# Looking for felling feedback



## John A Willard (Feb 27, 2018)

Looking for some professional feedback. Dropped this ash today. Missed the house and everything but I'm sure you professionals can offer some tips.


----------



## BC WetCoast (Feb 27, 2018)

To get picky, it looks like your notch may have been a tad deep. However, it worked as it should, so good job.


----------



## John A Willard (Feb 28, 2018)

BC WetCoast said:


> To get picky, it looks like your notch may have been a tad deep. However, it worked as it should, so good job.


I was kind of concerned about that when I was cutting the notch. Thanks for the feedback, BC.


----------



## Ben84 (Mar 4, 2018)

Back cut was a little high, and not enough hinge wood.


----------



## BC WetCoast (Mar 4, 2018)

Back cut is supposed to be 1-2" higher than the apex of the notch.

http://faculty.forestry.ubc.ca/bendickson/FOPRLibrary/Library/Safe Work/WCB fallers_buckers.pdf

Pages 28-30


----------



## Marshy (Mar 4, 2018)

You nearly cut through 100% of your holding wood. Only a thin (1/4"?) strip remained and only half way across the diameter of the tree. Your stump shot only needa to be about 1" and you're over 2.5" or so. The face is a little deep but that's ok. If I had to choose only one thing to yell at you for it would be cutting through your hinge wood. You cut that and the tree does what ever the hell it wants. The rest I pointed out won't get you killed nearly as easilly.


----------



## ATH (Mar 4, 2018)

Yeah...not enough hinge wood. That is the only real concern. Everything else is just touching up and getting a little better each time.

Doesn't look like the bottom on the face cut and the back cut are co-planer.

In the 4th pic...how close did it come to rolling towards the building? Did you see that possibility? (or maybe it isn't like it looks...).


----------



## JTM (Mar 4, 2018)

I cut through the holding wood like that once. The tree spun off the stump and came right at me. I was fortunate to get out of the way. Now I pay very close attention when making my back cut.


----------



## John A Willard (Mar 5, 2018)

Ben84 said:


> Back cut was a little high, and not enough hinge wood.


I see that now, thanks!


----------



## John A Willard (Mar 5, 2018)

BC WetCoast said:


> Back cut is supposed to be 1-2" higher than the apex of the notch.
> 
> http://faculty.forestry.ubc.ca/bendickson/FOPRLibrary/Library/Safe Work/WCB fallers_buckers.pdf
> 
> Pages 28-30


Thanks for the guide. I'll be reading it thoroughly before doing another one.


----------



## John A Willard (Mar 5, 2018)

Marshy said:


> You nearly cut through 100% of your holding wood. Only a thin (1/4"?) strip remained and only half way across the diameter of the tree. Your stump shot only needa to be about 1" and you're over 2.5" or so. The face is a little deep but that's ok. If I had to choose only one thing to yell at you for it would be cutting through your hinge wood. You cut that and the tree does what ever the hell it wants. The rest I pointed out won't get you killed nearly as easilly.
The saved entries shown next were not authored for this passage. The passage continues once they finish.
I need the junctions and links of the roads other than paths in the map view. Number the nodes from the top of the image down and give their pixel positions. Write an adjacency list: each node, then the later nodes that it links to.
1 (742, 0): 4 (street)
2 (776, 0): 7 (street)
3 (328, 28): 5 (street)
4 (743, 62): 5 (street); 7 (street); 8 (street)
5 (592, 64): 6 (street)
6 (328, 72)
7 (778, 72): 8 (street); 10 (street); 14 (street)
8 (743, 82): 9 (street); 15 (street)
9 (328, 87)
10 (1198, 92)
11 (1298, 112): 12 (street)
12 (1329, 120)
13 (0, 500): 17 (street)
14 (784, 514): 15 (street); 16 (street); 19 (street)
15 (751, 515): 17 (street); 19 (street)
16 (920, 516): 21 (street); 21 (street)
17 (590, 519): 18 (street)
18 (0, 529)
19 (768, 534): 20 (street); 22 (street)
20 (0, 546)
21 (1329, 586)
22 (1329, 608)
Yep, I should have had my bigger saw ready to go. I can see that coming at it from both sides made it difficult and increased the risk of cutting too much.


----------



## John A Willard (Mar 5, 2018)

ATH said:


> Yeah...not enough hinge wood. That is the only real concern. Everything else is just touching up and getting a little better each time.
> 
> Doesn't look like the bottom on the face cut and the back cut are co-planer.
> 
> In the 4th pic...how close did it come to rolling towards the building? Did you see that possibility? (or maybe it isn't like it looks...).


It actually fell a little farther away from the house than I was trying for. Maybe 3-5 degrees.


----------



## John A Willard (Mar 5, 2018)

JTM said:


> I cut through the holding wood like that once. The tree spun off the stump and came right at me. I was fortunate to get out of the way. Now I pay very close attention when making my back cut.


Thanks, tree landed close to the planned location but it seemed like it took more wedging than it should have to break it over. I trimmed up limbs to try and get the weight centered.


----------



## John A Willard (Mar 5, 2018)

I really want to thank all of you guys for responding. I do have an independent streak that I have to keep in check. Appreciate the advice without talking down. This is a great site!!!


----------



## thetoolnut (Mar 6, 2018)

1/4 to 1/3 the diameter for the sink cut, back cut to be level or two inches max above the apex of the sink. The sink cut needs to be level front to back and left to right, the same applies to the back cut. How the saw hangs in your left hand determines how level your cuts will be. Your left hand acts as a pivot on the front handle and your right hand guides the back of the saw. Before cutting anything hold the saw in your hands as you would if you were cutting the level cut on your sink or a back cut. Get your buddie to squat down say six feet away from you and get him to sight the bar level with the ground. After making any adjustments look at your hand position. After a while it will become second nature with muscle memory. The balance of a saw varies with different types of bars. Don't be afraid to scribe your cuts either and take your time. 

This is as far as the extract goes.